++++ EXERCISE DATA ++++

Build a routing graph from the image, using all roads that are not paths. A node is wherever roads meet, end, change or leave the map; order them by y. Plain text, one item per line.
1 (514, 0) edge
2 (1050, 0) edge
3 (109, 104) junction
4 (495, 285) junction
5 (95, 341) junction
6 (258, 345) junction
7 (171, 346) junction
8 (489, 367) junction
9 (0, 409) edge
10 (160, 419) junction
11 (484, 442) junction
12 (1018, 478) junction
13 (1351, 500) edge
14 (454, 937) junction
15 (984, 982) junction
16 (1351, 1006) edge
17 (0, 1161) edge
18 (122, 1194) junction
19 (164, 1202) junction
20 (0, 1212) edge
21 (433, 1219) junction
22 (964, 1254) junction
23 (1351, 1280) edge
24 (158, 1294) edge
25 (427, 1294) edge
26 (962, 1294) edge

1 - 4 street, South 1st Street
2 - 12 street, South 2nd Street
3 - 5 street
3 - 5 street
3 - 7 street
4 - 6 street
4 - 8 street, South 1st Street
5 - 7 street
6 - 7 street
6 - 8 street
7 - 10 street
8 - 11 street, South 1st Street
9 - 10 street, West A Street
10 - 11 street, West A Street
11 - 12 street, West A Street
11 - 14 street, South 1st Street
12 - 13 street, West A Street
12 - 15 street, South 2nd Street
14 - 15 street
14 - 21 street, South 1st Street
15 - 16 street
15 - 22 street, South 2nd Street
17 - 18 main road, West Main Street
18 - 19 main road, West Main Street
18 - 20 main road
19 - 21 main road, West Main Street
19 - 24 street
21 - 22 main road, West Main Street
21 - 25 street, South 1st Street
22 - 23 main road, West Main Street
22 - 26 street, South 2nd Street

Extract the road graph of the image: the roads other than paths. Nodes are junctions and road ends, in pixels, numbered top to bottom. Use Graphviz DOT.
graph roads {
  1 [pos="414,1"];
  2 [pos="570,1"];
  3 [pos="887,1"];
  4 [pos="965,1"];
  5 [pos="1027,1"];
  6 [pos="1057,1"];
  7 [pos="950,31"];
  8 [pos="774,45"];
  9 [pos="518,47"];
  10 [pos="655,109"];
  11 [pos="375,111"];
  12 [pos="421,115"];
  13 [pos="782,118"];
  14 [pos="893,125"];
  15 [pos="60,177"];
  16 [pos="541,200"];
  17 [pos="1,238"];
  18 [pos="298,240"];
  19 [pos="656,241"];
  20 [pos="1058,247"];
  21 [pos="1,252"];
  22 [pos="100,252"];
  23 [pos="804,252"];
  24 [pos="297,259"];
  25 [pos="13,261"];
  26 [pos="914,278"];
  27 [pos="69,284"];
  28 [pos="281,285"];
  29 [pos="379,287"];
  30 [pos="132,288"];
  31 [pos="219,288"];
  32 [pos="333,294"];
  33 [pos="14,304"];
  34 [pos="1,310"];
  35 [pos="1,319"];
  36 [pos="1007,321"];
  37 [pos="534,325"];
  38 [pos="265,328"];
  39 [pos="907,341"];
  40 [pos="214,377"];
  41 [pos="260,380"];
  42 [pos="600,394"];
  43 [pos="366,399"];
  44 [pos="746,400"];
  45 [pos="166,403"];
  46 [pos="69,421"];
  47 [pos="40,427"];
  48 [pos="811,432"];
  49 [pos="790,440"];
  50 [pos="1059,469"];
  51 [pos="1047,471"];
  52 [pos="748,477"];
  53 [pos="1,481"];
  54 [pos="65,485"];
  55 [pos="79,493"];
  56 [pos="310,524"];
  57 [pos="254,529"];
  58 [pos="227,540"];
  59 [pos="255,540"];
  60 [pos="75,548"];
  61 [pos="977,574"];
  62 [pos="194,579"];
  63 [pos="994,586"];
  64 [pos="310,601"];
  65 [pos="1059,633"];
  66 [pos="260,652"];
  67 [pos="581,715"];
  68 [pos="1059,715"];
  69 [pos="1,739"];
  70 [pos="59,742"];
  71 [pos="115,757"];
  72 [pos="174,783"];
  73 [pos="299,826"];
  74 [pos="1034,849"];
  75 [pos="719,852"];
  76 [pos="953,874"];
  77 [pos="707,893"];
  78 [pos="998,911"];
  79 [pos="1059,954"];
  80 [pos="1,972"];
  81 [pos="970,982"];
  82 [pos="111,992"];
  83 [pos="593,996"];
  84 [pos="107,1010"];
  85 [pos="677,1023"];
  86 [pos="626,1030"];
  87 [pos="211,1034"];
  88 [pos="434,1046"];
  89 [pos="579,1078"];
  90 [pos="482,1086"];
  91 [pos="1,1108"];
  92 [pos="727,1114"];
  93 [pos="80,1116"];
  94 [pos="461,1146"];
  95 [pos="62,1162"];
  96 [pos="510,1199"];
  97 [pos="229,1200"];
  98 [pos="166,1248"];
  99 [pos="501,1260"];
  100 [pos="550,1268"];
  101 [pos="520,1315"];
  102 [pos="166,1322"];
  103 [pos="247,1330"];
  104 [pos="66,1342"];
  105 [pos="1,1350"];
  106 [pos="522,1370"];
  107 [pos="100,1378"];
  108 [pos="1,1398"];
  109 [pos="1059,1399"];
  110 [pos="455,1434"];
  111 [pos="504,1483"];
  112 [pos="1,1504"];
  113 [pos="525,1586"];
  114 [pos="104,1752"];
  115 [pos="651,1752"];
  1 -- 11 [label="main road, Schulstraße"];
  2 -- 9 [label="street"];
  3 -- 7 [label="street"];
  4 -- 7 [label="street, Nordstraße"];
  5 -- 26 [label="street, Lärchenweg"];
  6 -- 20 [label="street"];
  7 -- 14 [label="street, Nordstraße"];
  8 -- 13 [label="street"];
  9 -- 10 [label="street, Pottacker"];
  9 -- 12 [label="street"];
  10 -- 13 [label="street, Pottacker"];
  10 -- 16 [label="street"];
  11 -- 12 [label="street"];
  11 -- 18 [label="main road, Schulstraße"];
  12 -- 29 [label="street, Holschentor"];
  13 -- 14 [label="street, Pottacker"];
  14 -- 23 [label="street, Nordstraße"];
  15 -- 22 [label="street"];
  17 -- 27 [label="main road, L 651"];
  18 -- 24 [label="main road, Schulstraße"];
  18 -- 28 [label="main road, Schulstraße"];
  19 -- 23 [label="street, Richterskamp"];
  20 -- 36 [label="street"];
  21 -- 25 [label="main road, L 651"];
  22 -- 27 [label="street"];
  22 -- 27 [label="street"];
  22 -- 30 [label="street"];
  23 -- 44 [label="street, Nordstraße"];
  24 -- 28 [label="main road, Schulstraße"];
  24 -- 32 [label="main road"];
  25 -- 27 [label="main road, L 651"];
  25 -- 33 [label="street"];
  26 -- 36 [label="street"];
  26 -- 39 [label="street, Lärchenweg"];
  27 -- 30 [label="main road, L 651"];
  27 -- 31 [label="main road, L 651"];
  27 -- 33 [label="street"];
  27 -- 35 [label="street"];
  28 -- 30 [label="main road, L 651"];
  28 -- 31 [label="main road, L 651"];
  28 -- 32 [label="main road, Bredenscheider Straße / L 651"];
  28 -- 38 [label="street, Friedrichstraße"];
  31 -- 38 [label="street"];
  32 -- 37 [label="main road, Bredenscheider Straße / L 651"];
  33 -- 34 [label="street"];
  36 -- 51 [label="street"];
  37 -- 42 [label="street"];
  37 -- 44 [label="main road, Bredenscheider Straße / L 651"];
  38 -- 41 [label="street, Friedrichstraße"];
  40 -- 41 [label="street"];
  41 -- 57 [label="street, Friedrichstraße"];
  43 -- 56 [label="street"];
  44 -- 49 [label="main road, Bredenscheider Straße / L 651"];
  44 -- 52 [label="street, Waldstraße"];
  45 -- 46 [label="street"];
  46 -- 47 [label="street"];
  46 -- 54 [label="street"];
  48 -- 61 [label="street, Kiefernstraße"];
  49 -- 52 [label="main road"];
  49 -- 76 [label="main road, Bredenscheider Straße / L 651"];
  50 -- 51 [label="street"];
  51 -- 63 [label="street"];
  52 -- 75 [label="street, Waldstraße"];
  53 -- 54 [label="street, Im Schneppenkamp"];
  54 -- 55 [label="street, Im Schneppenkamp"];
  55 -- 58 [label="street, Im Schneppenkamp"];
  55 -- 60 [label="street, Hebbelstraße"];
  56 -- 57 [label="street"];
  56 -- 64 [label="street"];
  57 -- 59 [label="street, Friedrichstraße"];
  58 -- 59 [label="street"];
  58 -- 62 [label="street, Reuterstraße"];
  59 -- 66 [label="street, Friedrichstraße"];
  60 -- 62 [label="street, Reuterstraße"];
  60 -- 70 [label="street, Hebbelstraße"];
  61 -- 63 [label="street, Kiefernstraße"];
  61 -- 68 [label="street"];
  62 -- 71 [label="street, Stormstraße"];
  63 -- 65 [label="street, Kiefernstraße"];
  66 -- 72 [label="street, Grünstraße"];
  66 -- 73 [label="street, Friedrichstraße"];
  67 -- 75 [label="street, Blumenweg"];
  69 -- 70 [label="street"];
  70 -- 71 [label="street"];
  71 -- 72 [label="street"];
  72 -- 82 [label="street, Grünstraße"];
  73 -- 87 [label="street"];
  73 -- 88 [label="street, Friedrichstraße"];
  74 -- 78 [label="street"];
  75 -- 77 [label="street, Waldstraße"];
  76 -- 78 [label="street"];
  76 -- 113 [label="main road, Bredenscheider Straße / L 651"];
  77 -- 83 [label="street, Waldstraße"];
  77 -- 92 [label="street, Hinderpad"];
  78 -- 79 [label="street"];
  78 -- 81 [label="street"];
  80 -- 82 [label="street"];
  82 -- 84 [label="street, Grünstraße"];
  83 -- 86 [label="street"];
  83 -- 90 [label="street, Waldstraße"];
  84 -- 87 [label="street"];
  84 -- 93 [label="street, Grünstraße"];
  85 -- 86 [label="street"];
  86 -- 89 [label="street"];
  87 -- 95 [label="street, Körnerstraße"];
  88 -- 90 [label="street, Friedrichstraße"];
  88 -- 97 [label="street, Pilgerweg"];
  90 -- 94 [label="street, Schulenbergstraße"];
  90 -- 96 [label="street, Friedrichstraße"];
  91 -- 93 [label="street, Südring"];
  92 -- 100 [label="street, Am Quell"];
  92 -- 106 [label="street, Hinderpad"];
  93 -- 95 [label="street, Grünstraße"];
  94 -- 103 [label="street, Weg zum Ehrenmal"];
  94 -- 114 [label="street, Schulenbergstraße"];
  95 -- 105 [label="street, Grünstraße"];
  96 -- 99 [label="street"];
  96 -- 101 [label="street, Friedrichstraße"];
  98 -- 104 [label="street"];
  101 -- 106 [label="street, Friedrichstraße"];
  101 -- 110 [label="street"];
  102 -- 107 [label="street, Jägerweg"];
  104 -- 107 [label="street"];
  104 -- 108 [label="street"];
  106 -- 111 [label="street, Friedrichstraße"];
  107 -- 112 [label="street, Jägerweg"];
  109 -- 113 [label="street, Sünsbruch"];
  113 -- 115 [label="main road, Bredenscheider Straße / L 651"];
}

++++

YOUR OBJECTIVE = Which lines in the data above hold the word "Hebbelstraße"? Return each of them.

RESULT OF THE EXERCISE =
  55 -- 60 [label="street, Hebbelstraße"];
  60 -- 70 [label="street, Hebbelstraße"];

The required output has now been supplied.